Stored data
^^^^^^^^
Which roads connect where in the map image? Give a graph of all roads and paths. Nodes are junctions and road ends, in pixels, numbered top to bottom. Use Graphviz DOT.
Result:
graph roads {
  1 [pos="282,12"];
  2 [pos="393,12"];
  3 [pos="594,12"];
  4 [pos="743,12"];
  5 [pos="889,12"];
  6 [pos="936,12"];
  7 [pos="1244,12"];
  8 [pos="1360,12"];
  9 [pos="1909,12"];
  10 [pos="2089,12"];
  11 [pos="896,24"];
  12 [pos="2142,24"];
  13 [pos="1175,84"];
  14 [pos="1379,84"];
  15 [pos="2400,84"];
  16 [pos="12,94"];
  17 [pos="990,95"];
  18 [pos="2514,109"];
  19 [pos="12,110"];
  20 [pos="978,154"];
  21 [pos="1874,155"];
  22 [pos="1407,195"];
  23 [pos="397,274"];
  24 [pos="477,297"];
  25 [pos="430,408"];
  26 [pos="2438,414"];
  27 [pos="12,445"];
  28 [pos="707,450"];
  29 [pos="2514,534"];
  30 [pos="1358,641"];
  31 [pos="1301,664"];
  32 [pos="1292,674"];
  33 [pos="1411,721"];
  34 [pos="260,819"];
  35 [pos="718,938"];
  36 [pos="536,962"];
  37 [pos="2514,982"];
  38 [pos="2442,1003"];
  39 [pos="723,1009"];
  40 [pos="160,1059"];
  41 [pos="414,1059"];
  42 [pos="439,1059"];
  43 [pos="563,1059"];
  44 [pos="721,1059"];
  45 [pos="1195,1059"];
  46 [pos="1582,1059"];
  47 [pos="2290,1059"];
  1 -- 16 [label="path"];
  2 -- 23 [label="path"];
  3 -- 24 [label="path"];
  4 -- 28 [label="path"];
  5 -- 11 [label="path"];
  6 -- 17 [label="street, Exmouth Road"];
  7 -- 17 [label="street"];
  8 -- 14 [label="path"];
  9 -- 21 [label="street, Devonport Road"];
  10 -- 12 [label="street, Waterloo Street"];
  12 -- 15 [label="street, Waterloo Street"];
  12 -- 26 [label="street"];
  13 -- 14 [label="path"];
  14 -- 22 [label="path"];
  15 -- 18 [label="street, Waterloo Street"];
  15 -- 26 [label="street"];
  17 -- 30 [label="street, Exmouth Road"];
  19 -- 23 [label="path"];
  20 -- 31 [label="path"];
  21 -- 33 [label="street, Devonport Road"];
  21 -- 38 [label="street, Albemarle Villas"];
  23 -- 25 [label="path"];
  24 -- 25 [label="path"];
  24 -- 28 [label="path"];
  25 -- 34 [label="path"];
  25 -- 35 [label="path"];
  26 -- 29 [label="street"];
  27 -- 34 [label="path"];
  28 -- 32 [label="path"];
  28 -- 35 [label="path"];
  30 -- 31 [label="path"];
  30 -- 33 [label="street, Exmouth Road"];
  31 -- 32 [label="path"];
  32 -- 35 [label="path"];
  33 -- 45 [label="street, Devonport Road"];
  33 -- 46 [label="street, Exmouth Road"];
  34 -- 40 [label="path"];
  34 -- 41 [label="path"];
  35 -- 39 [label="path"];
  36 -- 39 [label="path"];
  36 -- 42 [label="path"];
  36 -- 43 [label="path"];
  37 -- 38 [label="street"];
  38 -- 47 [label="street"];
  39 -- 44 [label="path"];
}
^^^^^^^^
TASK TO COMPLETE:
Give back each entry above precisely as it was written.

OUTPUT OF THE TASK:
Which roads connect where in the map image? Give a graph of all roads and paths. Nodes are junctions and road ends, in pixels, numbered top to bottom. Use Graphviz DOT.
Result:
graph roads {
  1 [pos="282,12"];
  2 [pos="393,12"];
  3 [pos="594,12"];
  4 [pos="743,12"];
  5 [pos="889,12"];
  6 [pos="936,12"];
  7 [pos="1244,12"];
  8 [pos="1360,12"];
  9 [pos="1909,12"];
  10 [pos="2089,12"];
  11 [pos="896,24"];
  12 [pos="2142,24"];
  13 [pos="1175,84"];
  14 [pos="1379,84"];
  15 [pos="2400,84"];
  16 [pos="12,94"];
  17 [pos="990,95"];
  18 [pos="2514,109"];
  19 [pos="12,110"];
  20 [pos="978,154"];
  21 [pos="1874,155"];
  22 [pos="1407,195"];
  23 [pos="397,274"];
  24 [pos="477,297"];
  25 [pos="430,408"];
  26 [pos="2438,414"];
  27 [pos="12,445"];
  28 [pos="707,450"];
  29 [pos="2514,534"];
  30 [pos="1358,641"];
  31 [pos="1301,664"];
  32 [pos="1292,674"];
  33 [pos="1411,721"];
  34 [pos="260,819"];
  35 [pos="718,938"];
  36 [pos="536,962"];
  37 [pos="2514,982"];
  38 [pos="2442,1003"];
  39 [pos="723,1009"];
  40 [pos="160,1059"];
  41 [pos="414,1059"];
  42 [pos="439,1059"];
  43 [pos="563,1059"];
  44 [pos="721,1059"];
  45 [pos="1195,1059"];
  46 [pos="1582,1059"];
  47 [pos="2290,1059"];
  1 -- 16 [label="path"];
  2 -- 23 [label="path"];
  3 -- 24 [label="path"];
  4 -- 28 [label="path"];
  5 -- 11 [label="path"];
  6 -- 17 [label="street, Exmouth Road"];
  7 -- 17 [label="street"];
  8 -- 14 [label="path"];
  9 -- 21 [label="street, Devonport Road"];
  10 -- 12 [label="street, Waterloo Street"];
  12 -- 15 [label="street, Waterloo Street"];
  12 -- 26 [label="street"];
  13 -- 14 [label="path"];
  14 -- 22 [label="path"];
  15 -- 18 [label="street, Waterloo Street"];
  15 -- 26 [label="street"];
  17 -- 30 [label="street, Exmouth Road"];
  19 -- 23 [label="path"];
  20 -- 31 [label="path"];
  21 -- 33 [label="street, Devonport Road"];
  21 -- 38 [label="street, Albemarle Villas"];
  23 -- 25 [label="path"];
  24 -- 25 [label="path"];
  24 -- 28 [label="path"];
  25 -- 34 [label="path"];
  25 -- 35 [label="path"];
  26 -- 29 [label="street"];
  27 -- 34 [label="path"];
  28 -- 32 [label="path"];
  28 -- 35 [label="path"];
  30 -- 31 [label="path"];
  30 -- 33 [label="street, Exmouth Road"];
  31 -- 32 [label="path"];
  32 -- 35 [label="path"];
  33 -- 45 [label="street, Devonport Road"];
  33 -- 46 [label="street, Exmouth Road"];
  34 -- 40 [label="path"];
  34 -- 41 [label="path"];
  35 -- 39 [label="path"];
  36 -- 39 [label="path"];
  36 -- 42 [label="path"];
  36 -- 43 [label="path"];
  37 -- 38 [label="street"];
  38 -- 47 [label="street"];
  39 -- 44 [label="path"];
}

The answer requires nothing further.